- About this exercise:
Determine how many of the lines below hold the word "ends". Give the number and nothing else.

- Record excerpts:
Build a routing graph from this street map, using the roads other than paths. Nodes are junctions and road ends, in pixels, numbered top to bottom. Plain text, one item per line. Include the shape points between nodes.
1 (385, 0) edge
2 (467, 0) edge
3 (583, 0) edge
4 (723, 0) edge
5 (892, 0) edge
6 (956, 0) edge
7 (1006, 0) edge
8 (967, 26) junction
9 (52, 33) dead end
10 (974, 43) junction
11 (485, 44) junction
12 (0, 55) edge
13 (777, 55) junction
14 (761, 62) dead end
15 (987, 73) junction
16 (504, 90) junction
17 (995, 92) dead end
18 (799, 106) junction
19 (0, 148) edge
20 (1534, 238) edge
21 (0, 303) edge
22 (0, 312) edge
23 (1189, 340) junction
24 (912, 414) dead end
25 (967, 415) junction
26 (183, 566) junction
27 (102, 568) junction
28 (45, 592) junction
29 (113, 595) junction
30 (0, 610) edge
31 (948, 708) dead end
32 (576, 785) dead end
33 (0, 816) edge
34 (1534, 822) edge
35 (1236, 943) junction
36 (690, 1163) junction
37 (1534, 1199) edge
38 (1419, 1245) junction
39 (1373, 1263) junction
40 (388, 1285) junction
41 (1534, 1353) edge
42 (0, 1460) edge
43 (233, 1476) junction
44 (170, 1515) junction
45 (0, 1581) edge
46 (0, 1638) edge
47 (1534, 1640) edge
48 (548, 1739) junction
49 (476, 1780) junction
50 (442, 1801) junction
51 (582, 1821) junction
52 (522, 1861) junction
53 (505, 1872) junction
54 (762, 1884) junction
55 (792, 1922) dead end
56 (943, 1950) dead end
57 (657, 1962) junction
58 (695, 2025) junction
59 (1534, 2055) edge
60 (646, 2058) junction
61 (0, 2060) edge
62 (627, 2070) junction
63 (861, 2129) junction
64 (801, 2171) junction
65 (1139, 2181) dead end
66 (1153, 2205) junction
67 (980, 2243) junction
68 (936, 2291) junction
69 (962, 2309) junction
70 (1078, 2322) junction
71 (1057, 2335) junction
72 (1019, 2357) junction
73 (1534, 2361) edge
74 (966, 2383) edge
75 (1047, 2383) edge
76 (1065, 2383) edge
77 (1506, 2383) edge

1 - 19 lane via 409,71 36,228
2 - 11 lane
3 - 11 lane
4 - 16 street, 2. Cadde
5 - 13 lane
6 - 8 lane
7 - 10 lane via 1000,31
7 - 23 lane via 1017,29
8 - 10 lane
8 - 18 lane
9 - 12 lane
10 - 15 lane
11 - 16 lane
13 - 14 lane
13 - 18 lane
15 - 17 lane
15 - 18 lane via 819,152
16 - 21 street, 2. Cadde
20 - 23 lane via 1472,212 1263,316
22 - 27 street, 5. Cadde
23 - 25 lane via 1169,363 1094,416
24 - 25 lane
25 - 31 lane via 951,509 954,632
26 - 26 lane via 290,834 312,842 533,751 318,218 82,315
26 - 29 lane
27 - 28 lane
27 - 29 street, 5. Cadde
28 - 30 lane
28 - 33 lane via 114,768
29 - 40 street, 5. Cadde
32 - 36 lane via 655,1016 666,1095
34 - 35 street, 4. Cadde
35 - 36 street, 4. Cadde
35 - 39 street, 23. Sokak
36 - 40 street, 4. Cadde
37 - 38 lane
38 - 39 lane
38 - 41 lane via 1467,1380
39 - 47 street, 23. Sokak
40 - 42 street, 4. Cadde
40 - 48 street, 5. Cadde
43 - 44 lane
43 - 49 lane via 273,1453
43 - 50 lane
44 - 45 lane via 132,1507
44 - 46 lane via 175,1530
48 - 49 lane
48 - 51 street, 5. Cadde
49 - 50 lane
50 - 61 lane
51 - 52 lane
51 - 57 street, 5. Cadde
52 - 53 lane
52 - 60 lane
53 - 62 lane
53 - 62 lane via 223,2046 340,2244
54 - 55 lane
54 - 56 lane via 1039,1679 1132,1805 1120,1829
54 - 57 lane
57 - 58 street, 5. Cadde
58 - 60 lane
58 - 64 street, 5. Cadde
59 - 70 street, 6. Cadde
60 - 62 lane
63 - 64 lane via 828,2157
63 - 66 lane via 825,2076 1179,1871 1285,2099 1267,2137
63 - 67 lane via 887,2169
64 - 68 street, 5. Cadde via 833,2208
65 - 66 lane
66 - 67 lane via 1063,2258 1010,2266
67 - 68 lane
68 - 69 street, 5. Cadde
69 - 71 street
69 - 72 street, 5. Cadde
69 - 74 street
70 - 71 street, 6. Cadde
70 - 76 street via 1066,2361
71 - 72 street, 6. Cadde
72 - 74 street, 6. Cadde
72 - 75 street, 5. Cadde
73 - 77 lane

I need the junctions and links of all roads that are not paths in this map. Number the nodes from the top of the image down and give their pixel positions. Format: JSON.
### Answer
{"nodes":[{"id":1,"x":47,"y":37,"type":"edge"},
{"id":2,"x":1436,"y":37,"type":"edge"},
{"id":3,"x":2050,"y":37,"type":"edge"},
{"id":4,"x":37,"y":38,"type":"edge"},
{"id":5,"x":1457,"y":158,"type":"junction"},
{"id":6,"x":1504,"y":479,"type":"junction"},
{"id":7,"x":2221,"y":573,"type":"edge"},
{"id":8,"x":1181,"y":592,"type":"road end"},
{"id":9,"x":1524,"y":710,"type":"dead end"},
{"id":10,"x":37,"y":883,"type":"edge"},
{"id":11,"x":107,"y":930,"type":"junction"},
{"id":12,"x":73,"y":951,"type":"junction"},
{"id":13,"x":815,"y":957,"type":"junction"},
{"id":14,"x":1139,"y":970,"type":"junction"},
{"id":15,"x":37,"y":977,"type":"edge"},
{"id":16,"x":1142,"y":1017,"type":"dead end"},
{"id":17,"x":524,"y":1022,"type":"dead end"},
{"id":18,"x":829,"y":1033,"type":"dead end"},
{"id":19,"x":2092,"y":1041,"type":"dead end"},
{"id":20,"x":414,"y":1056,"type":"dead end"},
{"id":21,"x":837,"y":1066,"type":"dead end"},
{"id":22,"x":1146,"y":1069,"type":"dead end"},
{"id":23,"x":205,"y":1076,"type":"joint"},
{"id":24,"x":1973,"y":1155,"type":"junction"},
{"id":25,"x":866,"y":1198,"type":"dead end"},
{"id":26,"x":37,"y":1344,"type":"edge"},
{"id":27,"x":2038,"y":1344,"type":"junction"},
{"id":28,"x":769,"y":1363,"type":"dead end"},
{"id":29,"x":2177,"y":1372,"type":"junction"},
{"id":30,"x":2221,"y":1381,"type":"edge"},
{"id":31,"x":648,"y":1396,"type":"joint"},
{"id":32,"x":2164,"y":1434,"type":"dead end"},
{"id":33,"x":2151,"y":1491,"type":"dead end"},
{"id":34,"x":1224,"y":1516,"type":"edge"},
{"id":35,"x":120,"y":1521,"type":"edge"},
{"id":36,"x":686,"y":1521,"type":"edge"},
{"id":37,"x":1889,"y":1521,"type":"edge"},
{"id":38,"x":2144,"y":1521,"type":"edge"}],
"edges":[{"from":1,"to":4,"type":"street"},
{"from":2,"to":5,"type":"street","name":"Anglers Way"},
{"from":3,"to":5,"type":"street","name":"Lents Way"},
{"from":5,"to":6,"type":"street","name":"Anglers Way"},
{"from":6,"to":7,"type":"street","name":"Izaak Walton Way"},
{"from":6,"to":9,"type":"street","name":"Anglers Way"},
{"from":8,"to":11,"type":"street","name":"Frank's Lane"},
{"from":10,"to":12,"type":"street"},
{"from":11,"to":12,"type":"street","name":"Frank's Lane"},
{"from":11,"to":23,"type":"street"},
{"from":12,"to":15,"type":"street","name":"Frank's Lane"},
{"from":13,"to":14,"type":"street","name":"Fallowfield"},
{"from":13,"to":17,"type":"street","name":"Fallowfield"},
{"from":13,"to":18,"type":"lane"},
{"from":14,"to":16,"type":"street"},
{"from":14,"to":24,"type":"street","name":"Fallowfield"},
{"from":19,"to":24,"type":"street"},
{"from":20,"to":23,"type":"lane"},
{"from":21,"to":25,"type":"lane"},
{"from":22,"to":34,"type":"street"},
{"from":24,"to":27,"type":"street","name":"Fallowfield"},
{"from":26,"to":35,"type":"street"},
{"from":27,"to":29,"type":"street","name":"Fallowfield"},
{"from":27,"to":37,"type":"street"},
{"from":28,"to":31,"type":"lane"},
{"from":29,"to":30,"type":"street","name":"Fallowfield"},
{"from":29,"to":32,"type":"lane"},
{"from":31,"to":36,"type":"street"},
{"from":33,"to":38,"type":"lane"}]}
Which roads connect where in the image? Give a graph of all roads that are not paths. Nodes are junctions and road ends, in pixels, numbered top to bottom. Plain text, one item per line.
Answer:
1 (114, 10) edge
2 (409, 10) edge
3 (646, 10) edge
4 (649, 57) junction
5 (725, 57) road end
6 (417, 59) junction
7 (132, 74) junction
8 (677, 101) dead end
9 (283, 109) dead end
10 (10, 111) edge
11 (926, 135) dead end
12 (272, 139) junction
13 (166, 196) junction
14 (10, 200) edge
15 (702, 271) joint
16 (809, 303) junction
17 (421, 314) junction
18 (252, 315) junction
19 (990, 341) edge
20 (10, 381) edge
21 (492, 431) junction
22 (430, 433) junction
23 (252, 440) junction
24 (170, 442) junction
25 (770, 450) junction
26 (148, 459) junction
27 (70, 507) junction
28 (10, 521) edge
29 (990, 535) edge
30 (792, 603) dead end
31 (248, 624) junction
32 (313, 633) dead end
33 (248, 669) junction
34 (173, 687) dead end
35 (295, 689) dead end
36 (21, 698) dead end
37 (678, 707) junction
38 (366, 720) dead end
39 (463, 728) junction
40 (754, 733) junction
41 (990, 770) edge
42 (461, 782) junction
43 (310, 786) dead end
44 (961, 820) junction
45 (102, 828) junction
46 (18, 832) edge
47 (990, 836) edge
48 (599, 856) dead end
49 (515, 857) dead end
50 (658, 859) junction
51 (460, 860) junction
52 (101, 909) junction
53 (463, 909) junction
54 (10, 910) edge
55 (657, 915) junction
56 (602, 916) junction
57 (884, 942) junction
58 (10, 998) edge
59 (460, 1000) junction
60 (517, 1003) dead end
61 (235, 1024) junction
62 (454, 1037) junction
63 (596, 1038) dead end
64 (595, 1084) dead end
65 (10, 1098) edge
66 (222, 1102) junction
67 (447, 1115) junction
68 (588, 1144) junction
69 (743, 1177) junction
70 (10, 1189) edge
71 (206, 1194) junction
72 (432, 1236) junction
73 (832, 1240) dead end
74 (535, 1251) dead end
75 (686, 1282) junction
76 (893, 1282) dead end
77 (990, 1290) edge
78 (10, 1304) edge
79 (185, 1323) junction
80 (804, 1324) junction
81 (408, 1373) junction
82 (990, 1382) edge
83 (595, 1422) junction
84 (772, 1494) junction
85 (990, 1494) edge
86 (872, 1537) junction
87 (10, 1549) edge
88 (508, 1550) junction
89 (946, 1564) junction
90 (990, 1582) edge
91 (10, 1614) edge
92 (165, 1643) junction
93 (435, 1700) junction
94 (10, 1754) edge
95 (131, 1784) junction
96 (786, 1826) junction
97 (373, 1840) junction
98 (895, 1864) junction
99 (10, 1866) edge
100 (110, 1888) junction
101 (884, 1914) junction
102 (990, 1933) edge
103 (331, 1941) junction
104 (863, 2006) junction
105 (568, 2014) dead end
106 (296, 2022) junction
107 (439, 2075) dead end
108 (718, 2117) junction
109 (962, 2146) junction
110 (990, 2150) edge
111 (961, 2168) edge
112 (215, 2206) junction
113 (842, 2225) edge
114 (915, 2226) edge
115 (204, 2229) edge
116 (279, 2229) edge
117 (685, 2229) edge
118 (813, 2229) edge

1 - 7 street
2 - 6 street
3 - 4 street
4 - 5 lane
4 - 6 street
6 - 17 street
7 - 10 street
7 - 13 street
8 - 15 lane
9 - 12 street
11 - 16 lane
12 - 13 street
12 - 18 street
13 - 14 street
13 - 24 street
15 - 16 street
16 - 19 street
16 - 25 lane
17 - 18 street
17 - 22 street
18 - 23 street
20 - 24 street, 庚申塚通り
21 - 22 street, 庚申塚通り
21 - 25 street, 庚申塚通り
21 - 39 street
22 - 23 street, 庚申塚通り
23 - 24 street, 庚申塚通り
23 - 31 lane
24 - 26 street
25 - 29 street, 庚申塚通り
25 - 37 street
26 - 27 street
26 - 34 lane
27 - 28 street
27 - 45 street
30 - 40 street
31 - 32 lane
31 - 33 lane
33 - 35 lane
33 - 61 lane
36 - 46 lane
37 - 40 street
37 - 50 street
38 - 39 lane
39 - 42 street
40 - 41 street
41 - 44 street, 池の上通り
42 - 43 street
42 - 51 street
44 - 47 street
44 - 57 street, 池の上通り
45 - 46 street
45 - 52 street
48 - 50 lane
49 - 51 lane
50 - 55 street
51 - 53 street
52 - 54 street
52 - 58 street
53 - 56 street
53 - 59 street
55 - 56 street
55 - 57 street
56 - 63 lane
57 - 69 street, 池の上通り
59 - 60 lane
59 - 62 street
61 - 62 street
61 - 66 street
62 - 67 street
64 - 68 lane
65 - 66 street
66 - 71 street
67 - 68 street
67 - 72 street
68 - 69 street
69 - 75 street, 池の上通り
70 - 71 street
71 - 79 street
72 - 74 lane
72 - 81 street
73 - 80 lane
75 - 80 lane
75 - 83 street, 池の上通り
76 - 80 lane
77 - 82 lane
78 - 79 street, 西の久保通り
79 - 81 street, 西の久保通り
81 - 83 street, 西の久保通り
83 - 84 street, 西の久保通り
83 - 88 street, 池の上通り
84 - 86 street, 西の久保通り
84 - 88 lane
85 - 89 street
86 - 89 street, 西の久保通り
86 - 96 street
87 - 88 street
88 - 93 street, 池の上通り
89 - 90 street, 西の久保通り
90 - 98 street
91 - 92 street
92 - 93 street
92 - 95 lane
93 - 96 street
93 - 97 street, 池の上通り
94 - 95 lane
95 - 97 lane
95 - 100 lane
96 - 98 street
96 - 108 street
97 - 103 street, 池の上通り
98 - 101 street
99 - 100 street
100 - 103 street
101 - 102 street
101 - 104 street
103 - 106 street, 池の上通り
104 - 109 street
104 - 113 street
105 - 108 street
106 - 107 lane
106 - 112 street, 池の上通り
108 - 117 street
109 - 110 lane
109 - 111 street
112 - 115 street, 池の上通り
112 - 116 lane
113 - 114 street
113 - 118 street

- Solved exercise:
2